As corridas por aplicativo sofreram um aumento expressivo em todo o território nacional. De acordo com o Índice Nacional de Preços ao Consumidor Amplo (IPCA), um dos principais indicadores da inflação no Brasil, a modalidade de transporte registrou uma elevação média de 56,08% durante o ano de 2025. Este é o maior índice de variação anual já documentado para o serviço desde sua popularização. O percentual superou consideravelmente a inflação geral do país, que finalizou o ano em 4,26%, e passou a representar um fardo financeiro mais acentuado para os consumidores, especialmente para aqueles que dependem dessas plataformas para seus deslocamentos diários, em particular em grandes centros urbanos e capitais como Natal.
O economista Helder Cavalcanti, que atua como conselheiro no Conselho Regional de Economia do Rio Grande do Norte (Corecon-RN), atribui esse avanço expressivo a uma série de fatores, incluindo mudanças recentes nos métodos de cálculo e no próprio modelo de negócios das empresas de tecnologia que operam as plataformas de transporte. Ele destaca a inclusão da tarifa dinâmica, que ajusta os preços em tempo real com base na oferta e demanda, no cálculo do IPCA. “A tarifa dinâmica, que ajusta preços em tempo real com base na demanda, passou a ser considerada no cálculo do IPCA, aumentando a volatilidade dos preços. Ou seja, a lei da oferta e da procura passa a determinar os valores”, explica. Essa dinâmica, segundo Cavalcanti, faz com que a combinação entre alta procura em determinados horários e uma oferta restrita de motoristas eleve significativamente as tarifas em momentos cruciais.

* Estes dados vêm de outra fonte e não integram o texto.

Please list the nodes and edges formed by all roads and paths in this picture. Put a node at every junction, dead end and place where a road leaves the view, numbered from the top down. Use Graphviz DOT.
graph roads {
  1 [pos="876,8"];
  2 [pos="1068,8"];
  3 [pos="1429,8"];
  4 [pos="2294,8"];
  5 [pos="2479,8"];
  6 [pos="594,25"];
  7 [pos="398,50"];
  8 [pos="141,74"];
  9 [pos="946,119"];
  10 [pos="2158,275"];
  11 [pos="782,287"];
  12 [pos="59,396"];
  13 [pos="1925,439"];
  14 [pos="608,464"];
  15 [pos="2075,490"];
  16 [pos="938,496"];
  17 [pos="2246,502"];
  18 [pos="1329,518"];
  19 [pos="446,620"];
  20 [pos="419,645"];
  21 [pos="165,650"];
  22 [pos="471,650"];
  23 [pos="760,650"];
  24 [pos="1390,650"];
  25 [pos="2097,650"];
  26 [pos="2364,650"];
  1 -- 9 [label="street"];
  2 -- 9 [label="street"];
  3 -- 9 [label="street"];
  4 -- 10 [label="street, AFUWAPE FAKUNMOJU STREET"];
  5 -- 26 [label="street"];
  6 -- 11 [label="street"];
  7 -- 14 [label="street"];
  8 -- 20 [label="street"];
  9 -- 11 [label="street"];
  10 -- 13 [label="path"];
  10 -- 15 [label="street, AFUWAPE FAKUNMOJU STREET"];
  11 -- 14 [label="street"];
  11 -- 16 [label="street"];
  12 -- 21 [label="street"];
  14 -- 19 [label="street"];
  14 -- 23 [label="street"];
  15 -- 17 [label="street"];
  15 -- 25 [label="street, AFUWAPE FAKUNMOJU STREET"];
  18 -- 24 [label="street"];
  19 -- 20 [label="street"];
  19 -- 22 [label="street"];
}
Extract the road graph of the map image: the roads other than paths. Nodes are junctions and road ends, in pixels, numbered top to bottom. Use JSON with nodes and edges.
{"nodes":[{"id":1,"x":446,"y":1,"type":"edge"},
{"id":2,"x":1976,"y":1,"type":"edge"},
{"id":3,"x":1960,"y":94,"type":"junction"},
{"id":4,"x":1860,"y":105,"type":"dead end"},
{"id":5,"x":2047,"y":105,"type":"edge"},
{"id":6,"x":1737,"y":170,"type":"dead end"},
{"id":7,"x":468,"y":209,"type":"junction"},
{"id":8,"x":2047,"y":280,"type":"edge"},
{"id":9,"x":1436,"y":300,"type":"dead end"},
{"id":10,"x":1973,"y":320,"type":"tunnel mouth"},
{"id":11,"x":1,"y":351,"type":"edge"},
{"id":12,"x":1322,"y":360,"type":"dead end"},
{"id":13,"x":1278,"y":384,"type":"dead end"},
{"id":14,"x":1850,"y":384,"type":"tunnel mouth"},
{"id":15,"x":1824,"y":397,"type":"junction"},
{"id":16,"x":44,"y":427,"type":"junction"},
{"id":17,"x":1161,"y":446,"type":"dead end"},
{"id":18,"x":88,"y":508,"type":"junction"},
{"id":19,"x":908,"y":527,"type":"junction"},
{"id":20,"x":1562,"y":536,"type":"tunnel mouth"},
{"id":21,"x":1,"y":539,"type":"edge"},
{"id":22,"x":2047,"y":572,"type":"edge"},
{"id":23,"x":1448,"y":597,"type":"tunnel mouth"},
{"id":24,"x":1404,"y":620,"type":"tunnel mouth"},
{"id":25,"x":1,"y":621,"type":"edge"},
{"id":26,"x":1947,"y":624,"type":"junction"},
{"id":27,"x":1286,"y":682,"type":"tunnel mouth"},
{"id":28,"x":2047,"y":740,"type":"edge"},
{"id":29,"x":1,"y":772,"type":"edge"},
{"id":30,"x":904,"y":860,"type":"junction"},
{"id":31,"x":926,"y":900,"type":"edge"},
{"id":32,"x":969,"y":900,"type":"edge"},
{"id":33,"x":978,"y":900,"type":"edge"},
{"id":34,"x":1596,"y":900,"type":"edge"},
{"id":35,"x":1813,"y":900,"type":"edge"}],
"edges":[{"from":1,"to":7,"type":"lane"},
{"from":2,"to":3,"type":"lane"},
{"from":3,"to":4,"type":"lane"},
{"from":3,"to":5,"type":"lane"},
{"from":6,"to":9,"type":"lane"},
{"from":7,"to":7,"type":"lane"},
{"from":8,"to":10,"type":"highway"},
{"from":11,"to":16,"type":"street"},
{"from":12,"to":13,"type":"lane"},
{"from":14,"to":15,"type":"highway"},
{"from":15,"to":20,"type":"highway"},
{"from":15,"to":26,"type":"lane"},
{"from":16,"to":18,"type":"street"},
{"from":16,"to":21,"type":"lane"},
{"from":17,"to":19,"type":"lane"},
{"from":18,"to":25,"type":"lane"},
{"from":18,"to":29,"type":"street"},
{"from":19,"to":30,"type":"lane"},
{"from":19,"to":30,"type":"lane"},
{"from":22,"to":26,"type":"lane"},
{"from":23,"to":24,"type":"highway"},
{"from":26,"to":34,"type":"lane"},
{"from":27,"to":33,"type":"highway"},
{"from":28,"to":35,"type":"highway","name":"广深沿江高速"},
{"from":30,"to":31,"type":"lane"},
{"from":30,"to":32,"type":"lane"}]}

Adicionalmente, Helder Cavalcanti aponta para o impacto direto do aumento dos custos operacionais enfrentados pelos motoristas. “Os custos com combustível, manutenção e seguros pressionam as plataformas a repassar esses valores aos usuários”, declara o economista. Ele também ressalta a mudança de estratégia das empresas, que após investirem pesadamente em subsídios para conquistar participação de mercado, agora buscam a sustentabilidade financeira de suas operações. “Agora, as plataformas ajustam preços para garantir rentabilidade, inclusive se prevalecendo da maior procura em determinados horários”, complementa.
A realidade para os motoristas, no entanto, diverge da percepção de um repasse proporcional nos ganhos. Regina Linhares, 40 anos, que trabalha exclusivamente com a Uber, relata que não houve um aumento direto em seus ganhos a partir das tarifas mais altas. “Nada foi repassado no aplicativo da Uber”, afirma. Ela detalha que os custos operacionais, em especial com combustível, aumentaram significativamente. “Eu rodo com etanol. A gasolina e o etanol aumentaram, então teve aumento de custo”, pontua. Para manter a rentabilidade, o esforço tem sido redobrado: “É horrível, porque a gente tem que fazer todo um recálculo e trabalhar um pouquinho mais para poder ter lucro”, desabafa.